▶ [Work to complete] Pull every line that includes the word "later" from the data.

(Saved data entries)
* * * * * * * * *
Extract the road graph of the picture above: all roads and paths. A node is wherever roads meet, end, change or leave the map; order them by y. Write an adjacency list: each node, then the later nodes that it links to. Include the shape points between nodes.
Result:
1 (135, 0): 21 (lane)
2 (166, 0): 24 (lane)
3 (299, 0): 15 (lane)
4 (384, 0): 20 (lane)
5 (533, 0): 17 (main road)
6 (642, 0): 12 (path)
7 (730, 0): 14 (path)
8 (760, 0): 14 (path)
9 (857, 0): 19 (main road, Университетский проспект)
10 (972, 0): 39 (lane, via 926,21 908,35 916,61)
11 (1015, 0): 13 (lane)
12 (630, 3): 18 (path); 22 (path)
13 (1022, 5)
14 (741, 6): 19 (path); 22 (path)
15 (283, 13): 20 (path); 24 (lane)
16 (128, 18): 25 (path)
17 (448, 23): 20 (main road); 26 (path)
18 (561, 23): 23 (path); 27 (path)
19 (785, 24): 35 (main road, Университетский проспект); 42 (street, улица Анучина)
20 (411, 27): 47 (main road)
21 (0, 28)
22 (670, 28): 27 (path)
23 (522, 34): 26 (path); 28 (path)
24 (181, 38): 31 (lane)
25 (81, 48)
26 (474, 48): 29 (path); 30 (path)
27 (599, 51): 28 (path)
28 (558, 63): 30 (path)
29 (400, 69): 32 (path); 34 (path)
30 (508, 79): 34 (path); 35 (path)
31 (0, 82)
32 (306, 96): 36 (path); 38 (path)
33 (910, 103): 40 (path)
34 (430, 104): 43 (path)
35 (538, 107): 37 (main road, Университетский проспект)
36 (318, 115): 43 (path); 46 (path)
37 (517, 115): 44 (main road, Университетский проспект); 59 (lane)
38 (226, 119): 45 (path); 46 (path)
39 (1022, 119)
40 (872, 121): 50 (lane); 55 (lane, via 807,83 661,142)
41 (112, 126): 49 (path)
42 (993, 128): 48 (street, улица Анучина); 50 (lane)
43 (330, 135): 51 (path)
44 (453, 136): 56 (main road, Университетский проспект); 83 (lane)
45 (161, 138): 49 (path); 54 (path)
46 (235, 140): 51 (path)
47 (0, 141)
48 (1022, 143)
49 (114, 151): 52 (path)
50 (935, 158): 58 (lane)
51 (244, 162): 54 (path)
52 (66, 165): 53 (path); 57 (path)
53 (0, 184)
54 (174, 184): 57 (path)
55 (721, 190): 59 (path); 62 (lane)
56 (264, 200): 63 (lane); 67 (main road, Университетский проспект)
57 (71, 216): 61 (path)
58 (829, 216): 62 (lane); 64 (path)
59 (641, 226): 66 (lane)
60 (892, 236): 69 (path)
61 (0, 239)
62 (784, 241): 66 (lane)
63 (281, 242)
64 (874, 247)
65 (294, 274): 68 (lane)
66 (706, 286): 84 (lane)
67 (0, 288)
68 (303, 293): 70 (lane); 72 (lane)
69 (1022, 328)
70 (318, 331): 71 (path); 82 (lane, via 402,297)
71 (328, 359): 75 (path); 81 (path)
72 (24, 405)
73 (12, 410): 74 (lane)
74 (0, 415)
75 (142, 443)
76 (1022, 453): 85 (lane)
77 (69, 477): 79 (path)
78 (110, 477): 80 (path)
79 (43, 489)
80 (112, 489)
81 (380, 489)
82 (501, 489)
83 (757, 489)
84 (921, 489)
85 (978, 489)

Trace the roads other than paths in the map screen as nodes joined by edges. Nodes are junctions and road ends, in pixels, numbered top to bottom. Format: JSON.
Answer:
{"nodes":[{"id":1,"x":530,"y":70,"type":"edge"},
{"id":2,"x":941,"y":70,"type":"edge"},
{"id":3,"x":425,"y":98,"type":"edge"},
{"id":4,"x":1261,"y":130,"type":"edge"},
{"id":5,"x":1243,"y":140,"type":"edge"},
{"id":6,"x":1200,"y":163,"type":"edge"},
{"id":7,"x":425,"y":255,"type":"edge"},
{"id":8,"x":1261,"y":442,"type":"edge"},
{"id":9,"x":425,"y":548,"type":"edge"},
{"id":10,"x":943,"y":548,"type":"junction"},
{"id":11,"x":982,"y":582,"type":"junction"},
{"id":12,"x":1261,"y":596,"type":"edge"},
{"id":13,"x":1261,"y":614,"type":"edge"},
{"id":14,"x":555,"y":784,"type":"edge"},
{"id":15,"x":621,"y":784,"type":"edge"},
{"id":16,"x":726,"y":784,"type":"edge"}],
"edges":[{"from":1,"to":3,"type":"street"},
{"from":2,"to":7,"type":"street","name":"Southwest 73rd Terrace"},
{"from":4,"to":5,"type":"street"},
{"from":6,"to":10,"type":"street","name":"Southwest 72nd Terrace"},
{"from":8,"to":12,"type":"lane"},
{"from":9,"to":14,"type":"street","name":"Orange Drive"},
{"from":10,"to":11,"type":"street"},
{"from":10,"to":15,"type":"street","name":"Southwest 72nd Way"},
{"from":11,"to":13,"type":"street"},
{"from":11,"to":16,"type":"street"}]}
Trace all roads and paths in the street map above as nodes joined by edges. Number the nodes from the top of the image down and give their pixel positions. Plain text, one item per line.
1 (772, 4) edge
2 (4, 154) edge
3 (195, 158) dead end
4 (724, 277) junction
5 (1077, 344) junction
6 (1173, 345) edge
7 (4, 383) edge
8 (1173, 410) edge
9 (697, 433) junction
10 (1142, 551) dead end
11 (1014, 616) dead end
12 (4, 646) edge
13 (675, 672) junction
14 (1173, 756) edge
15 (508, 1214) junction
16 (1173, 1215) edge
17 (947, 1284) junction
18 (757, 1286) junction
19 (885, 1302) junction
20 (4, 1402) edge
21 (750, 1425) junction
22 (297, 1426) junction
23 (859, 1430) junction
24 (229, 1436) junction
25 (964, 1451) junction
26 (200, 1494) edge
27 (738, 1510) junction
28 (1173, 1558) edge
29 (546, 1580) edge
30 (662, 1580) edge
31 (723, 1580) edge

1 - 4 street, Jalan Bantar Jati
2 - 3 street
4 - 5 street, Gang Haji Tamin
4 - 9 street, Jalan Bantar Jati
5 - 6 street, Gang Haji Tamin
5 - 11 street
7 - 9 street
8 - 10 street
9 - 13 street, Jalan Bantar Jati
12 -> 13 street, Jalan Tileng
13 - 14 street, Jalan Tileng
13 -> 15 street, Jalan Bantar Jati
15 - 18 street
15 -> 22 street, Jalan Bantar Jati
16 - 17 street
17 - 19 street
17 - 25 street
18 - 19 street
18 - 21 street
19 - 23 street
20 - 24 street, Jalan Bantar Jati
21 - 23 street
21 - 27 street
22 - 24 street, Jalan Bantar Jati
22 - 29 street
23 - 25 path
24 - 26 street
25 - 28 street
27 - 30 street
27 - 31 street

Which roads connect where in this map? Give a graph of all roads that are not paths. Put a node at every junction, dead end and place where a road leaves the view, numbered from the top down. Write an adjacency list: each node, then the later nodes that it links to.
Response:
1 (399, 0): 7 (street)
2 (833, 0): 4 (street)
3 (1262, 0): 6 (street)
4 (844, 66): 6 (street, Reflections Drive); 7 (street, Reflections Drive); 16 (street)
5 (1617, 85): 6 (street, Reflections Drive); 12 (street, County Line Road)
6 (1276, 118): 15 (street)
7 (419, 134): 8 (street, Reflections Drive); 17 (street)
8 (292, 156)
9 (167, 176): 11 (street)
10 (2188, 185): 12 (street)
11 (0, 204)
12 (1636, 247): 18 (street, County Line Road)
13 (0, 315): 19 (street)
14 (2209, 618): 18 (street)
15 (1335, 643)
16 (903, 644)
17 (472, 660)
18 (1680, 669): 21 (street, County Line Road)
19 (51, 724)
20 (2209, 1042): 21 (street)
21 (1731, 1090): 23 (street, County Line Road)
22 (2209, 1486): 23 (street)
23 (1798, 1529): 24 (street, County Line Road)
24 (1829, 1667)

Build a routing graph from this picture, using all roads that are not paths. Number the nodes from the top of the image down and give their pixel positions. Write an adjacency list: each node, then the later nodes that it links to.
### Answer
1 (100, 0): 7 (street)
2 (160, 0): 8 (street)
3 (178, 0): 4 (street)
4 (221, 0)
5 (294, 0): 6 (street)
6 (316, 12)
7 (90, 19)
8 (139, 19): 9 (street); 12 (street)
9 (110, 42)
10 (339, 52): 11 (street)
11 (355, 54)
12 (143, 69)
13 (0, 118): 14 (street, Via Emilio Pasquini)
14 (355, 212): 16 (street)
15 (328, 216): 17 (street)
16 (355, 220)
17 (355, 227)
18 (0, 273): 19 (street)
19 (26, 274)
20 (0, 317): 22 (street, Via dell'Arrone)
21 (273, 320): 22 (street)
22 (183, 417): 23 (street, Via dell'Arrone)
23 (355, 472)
* * * * * * * * *
▶ [Output of the exercise]
Extract the road graph of the picture above: all roads and paths. A node is wherever roads meet, end, change or leave the map; order them by y. Write an adjacency list: each node, then the later nodes that it links to. Include the shape points between nodes.
Which roads connect where in this map? Give a graph of all roads that are not paths. Put a node at every junction, dead end and place where a road leaves the view, numbered from the top down. Write an adjacency list: each node, then the later nodes that it links to.
Build a routing graph from this picture, using all roads that are not paths. Number the nodes from the top of the image down and give their pixel positions. Write an adjacency list: each node, then the later nodes that it links to.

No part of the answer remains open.